• _Assignment_
Pull out every line from the listing that has the word "Swains".

• _Given data_

---

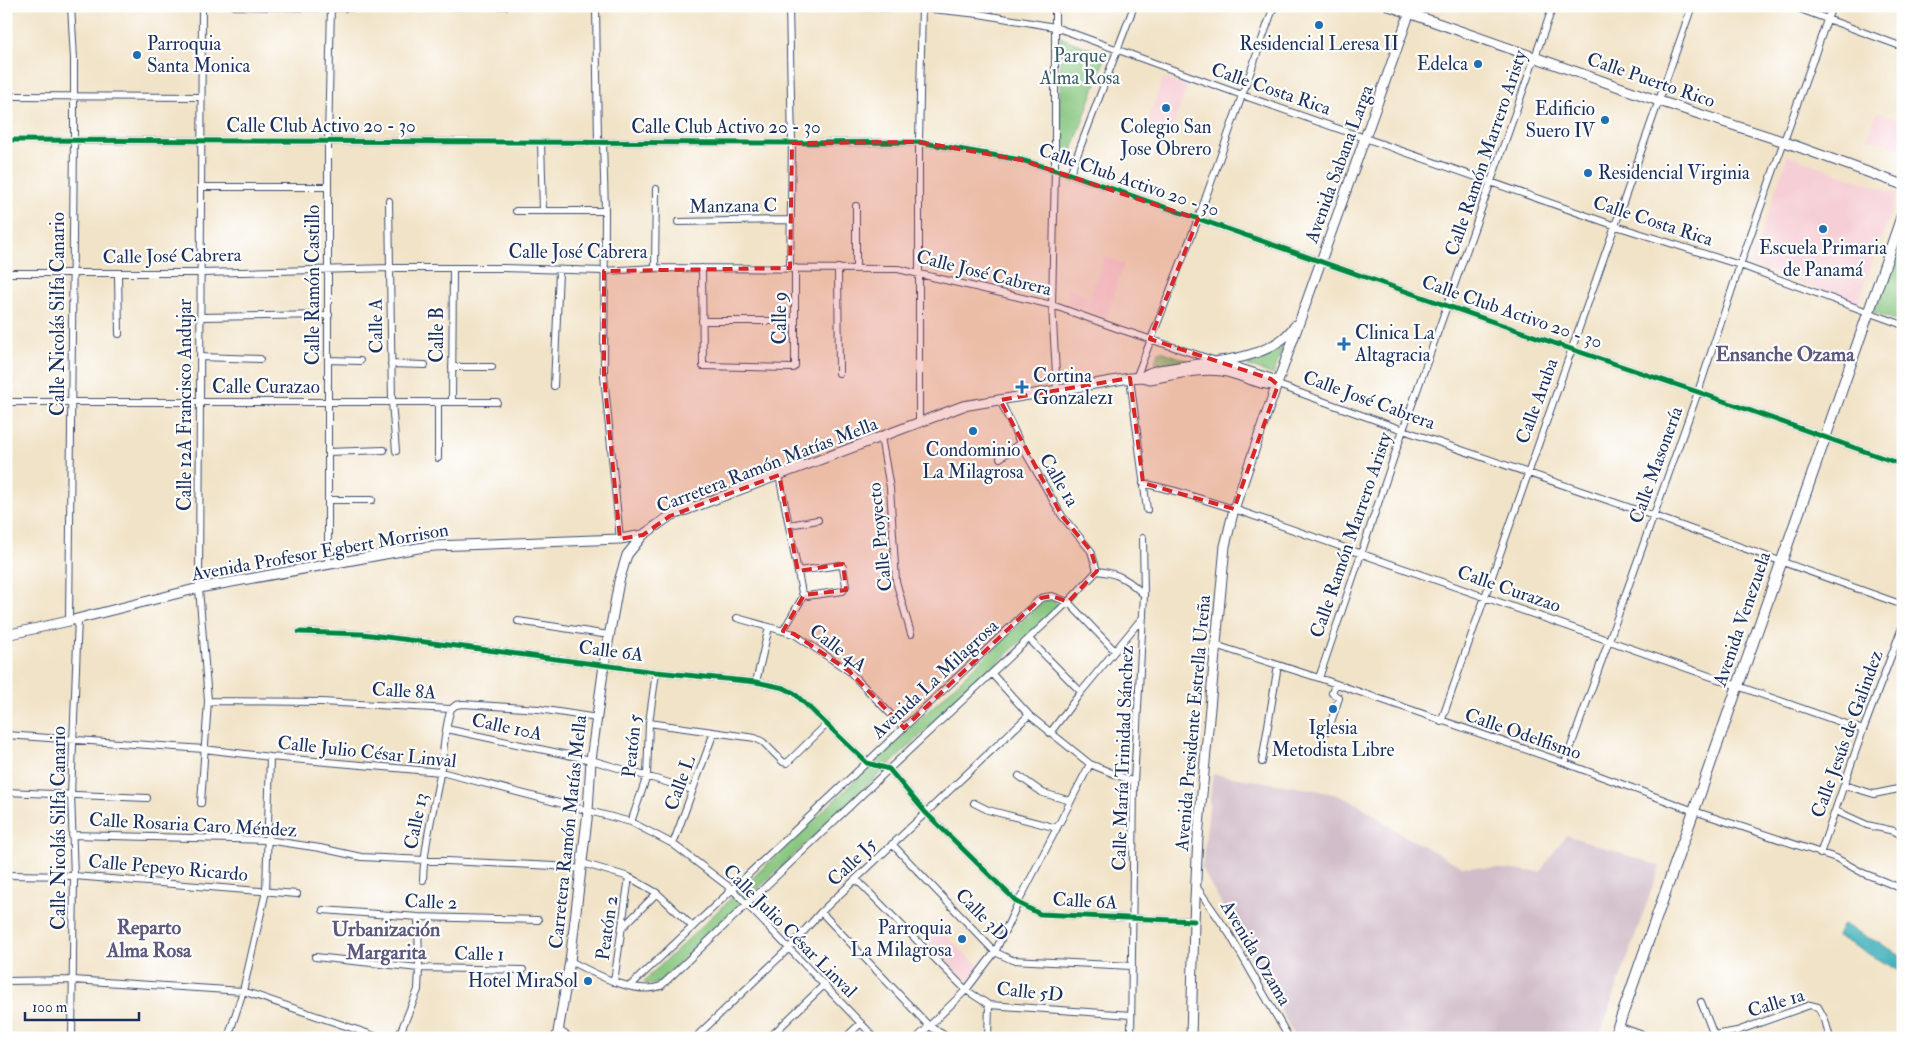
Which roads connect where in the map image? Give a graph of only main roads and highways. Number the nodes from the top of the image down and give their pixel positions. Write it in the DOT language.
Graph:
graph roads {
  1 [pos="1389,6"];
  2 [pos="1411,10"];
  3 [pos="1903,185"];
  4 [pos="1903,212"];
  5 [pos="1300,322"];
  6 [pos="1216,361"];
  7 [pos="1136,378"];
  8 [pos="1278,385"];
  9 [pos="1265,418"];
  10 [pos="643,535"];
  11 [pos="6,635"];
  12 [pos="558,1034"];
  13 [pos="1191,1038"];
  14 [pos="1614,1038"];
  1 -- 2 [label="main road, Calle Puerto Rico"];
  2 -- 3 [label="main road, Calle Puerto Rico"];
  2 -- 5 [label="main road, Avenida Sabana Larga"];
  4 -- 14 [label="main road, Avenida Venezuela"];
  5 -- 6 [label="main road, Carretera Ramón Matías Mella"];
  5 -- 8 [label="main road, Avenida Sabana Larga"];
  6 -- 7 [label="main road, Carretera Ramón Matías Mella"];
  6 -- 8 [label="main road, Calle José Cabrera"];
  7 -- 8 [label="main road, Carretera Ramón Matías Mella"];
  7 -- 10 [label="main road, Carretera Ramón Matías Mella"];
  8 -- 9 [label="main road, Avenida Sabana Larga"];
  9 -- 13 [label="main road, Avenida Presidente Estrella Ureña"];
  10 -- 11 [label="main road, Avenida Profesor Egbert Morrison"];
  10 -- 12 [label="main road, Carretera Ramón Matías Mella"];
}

---

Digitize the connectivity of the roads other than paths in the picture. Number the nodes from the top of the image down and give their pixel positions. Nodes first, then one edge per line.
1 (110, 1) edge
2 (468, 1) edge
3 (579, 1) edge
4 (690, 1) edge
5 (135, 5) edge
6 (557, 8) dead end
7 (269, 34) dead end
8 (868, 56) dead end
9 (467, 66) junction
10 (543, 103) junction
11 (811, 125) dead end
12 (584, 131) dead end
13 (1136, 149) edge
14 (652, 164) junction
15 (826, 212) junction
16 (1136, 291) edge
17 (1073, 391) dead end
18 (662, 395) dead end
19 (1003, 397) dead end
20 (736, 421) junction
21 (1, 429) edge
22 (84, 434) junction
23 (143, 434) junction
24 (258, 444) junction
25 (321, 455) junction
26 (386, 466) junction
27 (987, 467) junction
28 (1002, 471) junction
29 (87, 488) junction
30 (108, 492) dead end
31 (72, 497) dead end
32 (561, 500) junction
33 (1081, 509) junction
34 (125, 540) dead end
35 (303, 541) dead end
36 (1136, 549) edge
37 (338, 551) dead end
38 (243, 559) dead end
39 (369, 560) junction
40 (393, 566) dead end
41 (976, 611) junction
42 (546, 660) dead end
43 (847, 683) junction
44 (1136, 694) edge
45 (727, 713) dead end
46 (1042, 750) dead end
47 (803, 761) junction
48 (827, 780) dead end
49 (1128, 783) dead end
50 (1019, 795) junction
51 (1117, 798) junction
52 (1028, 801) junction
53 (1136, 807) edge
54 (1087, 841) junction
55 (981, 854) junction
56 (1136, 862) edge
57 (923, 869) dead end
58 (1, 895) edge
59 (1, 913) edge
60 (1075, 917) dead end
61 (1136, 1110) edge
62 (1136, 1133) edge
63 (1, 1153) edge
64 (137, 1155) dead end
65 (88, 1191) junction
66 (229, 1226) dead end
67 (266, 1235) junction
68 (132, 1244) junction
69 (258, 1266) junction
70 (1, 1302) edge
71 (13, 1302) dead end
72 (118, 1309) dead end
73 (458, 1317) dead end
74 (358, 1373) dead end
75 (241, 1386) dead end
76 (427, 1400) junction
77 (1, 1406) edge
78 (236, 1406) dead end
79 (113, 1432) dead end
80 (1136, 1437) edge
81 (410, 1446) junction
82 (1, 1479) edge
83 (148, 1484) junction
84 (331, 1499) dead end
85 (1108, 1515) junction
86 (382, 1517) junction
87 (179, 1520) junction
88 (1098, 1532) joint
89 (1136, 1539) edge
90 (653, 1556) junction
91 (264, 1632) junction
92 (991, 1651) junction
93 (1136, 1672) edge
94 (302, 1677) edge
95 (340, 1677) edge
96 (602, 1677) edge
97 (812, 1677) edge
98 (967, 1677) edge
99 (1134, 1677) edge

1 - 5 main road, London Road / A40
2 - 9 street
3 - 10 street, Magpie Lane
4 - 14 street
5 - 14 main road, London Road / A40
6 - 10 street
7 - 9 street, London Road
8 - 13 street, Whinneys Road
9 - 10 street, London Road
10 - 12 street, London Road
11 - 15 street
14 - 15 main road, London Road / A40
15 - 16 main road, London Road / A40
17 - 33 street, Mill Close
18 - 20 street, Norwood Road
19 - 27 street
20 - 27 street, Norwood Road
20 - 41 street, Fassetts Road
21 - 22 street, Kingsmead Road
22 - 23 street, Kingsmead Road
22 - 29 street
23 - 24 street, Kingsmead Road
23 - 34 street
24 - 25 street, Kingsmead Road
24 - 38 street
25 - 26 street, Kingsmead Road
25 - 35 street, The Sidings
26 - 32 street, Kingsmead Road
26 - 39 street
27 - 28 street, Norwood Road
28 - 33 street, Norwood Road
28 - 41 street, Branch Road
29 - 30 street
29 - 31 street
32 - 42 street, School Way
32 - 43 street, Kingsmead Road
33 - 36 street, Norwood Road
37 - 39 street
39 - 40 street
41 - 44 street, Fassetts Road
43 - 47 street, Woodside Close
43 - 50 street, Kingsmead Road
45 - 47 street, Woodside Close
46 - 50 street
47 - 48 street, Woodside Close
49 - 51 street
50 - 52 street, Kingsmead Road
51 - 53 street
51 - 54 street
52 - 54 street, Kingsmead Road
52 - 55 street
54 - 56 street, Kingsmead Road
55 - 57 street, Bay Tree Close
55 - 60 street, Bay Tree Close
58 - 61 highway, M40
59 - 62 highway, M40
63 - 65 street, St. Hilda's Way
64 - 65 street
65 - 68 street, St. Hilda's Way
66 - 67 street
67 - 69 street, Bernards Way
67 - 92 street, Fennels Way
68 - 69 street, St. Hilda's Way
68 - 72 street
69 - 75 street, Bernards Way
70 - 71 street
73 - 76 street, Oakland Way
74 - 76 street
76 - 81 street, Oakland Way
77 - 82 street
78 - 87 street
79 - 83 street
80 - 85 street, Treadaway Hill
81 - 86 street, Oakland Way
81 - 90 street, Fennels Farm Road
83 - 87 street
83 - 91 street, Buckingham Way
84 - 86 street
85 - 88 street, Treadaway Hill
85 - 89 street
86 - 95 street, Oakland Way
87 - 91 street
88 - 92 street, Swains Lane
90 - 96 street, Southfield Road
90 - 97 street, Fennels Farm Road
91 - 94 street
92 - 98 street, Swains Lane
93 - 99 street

---

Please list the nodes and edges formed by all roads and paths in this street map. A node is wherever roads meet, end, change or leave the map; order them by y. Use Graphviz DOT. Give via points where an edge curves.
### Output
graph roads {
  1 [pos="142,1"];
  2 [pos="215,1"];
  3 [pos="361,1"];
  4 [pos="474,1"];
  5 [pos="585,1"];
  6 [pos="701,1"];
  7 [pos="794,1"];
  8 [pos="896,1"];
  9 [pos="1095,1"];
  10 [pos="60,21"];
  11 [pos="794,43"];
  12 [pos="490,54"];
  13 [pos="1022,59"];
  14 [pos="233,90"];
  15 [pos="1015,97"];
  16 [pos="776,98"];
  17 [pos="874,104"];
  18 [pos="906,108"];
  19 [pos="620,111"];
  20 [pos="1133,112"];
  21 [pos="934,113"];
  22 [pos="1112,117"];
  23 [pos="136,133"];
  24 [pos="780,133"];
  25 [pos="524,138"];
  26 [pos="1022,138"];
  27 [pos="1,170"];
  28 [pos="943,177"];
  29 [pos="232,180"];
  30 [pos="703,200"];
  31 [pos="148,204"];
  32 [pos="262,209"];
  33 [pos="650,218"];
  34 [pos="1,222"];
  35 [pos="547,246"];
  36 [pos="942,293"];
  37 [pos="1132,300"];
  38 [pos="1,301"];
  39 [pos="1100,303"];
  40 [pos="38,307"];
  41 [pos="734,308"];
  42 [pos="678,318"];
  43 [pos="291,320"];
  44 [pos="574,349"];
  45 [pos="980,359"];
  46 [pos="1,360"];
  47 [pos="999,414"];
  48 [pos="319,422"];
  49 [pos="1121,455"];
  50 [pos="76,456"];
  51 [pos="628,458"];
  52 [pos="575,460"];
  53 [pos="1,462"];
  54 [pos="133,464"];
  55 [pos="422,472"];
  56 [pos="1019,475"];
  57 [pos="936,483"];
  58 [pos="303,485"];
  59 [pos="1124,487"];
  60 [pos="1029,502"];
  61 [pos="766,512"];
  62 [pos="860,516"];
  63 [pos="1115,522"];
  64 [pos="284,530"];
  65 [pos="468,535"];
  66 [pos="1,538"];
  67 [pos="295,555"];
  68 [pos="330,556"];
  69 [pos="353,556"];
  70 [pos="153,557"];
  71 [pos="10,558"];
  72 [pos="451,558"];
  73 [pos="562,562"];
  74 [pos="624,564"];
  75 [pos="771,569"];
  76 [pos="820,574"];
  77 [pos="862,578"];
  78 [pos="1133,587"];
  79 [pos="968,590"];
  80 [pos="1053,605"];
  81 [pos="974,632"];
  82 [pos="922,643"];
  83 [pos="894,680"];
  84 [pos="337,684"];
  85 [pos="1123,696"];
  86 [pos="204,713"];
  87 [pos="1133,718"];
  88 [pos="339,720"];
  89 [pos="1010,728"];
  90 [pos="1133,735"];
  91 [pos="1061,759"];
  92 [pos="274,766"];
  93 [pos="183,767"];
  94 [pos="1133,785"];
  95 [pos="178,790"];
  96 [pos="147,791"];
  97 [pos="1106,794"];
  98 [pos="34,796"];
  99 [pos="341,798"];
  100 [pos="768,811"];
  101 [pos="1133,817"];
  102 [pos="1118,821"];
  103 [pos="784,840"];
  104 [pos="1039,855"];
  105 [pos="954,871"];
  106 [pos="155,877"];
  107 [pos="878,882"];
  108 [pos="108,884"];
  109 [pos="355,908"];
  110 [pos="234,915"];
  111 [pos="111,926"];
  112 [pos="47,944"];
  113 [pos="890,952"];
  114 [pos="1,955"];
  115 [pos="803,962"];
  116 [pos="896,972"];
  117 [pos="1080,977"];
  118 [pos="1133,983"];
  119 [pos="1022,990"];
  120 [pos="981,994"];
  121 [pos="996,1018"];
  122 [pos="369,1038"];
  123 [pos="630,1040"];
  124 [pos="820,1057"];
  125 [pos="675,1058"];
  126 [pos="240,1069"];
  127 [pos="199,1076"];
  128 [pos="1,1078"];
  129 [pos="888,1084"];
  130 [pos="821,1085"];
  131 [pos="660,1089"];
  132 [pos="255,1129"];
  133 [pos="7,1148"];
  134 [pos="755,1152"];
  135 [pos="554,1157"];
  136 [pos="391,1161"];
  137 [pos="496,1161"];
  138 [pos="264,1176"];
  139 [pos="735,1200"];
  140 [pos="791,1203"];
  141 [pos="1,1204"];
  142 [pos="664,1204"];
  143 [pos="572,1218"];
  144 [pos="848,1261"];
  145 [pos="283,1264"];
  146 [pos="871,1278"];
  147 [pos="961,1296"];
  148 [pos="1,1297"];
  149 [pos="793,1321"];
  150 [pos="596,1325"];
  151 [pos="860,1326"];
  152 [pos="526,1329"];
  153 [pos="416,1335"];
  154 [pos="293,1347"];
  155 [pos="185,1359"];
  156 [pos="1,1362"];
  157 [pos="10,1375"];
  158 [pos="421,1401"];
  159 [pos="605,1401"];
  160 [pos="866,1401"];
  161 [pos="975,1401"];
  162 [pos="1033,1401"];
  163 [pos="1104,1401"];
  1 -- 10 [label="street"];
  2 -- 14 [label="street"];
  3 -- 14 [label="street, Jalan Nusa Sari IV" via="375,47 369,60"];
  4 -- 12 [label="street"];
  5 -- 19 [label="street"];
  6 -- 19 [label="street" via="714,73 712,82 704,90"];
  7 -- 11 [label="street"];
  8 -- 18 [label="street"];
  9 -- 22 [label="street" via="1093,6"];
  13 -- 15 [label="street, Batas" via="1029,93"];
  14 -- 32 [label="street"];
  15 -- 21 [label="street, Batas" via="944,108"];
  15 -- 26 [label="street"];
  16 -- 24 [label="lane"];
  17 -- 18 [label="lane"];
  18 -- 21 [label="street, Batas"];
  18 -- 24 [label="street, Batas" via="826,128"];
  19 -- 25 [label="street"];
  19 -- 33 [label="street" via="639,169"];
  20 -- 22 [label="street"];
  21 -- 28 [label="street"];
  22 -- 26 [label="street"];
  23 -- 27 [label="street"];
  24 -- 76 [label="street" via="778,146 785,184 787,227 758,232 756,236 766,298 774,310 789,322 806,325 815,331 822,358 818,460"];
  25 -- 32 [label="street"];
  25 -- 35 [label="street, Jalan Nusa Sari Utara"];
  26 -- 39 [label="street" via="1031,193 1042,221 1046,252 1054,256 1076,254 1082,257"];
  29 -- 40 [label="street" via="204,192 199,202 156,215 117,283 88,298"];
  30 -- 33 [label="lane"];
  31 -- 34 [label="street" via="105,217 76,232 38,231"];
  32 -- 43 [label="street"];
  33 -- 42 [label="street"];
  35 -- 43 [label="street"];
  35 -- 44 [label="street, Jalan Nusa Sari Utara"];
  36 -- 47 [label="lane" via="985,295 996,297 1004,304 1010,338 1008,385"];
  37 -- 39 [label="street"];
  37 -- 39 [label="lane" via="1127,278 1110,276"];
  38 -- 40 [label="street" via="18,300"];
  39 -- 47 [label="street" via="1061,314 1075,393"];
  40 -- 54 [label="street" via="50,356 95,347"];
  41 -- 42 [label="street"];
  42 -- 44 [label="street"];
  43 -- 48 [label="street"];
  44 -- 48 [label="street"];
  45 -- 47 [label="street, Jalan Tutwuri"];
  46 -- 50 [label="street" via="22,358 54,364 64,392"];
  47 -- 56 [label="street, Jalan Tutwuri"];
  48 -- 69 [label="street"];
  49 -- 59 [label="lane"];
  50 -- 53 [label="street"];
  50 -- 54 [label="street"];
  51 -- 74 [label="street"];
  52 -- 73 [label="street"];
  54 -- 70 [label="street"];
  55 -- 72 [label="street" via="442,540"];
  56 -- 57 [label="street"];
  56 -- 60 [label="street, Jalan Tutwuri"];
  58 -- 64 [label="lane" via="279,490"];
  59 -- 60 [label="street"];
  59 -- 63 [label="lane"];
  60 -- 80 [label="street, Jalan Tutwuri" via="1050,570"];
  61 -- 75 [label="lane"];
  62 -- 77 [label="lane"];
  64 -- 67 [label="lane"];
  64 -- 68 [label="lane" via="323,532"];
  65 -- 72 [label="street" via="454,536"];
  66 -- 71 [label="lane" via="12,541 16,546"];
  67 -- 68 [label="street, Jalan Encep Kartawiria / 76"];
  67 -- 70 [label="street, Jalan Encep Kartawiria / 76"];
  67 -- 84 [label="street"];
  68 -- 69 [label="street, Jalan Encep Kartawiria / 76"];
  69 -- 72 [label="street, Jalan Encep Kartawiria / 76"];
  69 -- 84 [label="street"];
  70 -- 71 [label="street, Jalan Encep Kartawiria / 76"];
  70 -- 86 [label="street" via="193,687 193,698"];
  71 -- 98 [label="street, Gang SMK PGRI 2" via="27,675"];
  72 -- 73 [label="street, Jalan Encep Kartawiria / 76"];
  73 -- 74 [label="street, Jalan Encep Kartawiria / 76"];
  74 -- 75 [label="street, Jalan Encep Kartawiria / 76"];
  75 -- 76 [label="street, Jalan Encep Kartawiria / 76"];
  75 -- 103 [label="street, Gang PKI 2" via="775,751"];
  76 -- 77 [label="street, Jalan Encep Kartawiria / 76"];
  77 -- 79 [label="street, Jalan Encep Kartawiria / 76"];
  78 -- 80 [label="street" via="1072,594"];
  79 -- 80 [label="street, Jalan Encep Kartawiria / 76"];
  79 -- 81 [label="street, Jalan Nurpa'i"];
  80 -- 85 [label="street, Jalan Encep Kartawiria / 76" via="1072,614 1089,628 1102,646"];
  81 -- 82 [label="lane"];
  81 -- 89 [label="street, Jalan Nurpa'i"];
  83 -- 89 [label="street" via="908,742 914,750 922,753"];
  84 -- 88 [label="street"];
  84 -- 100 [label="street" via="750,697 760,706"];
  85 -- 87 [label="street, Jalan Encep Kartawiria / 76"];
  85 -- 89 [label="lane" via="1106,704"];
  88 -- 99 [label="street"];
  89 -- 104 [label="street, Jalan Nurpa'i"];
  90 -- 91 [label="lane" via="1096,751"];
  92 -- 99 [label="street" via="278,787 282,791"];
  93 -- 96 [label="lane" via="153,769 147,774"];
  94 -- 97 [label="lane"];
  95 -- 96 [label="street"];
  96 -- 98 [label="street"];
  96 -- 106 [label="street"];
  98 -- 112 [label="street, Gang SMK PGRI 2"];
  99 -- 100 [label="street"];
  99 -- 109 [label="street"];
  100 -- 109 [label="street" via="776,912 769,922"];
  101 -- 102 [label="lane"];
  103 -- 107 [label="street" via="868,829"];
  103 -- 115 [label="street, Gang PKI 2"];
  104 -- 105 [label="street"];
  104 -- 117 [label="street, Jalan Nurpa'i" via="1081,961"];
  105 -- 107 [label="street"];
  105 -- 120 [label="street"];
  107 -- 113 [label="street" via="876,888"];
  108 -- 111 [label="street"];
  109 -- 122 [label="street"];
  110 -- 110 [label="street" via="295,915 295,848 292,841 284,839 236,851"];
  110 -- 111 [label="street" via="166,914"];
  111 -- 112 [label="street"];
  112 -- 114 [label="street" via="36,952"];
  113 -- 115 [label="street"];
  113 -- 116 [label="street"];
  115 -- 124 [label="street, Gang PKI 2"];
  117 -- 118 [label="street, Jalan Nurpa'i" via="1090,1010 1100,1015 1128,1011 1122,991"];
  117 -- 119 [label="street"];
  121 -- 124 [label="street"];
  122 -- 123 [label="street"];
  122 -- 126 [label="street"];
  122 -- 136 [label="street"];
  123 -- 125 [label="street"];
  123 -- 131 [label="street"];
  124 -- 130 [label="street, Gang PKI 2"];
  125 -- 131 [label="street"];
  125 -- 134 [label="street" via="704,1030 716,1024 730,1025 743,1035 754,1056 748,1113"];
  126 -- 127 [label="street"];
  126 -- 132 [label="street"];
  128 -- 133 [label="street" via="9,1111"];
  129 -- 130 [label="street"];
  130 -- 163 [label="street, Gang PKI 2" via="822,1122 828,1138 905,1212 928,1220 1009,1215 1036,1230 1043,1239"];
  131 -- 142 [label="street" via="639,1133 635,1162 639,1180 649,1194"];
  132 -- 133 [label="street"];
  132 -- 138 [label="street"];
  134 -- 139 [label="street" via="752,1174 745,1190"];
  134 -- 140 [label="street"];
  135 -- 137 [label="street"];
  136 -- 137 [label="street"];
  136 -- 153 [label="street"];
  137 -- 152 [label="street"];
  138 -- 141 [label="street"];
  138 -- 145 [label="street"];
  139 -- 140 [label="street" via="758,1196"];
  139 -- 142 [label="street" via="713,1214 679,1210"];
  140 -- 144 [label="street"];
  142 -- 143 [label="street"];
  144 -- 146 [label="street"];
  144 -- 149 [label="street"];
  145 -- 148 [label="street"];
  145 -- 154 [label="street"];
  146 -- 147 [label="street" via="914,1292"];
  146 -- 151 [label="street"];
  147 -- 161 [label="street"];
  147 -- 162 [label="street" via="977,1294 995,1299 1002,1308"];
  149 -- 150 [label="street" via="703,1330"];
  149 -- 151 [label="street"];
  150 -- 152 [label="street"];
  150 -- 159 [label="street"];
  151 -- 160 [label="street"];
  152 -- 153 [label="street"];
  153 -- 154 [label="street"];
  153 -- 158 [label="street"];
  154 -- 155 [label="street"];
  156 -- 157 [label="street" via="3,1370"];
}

---

• _Answer to this problem_
88 - 92 street, Swains Lane
92 - 98 street, Swains Lane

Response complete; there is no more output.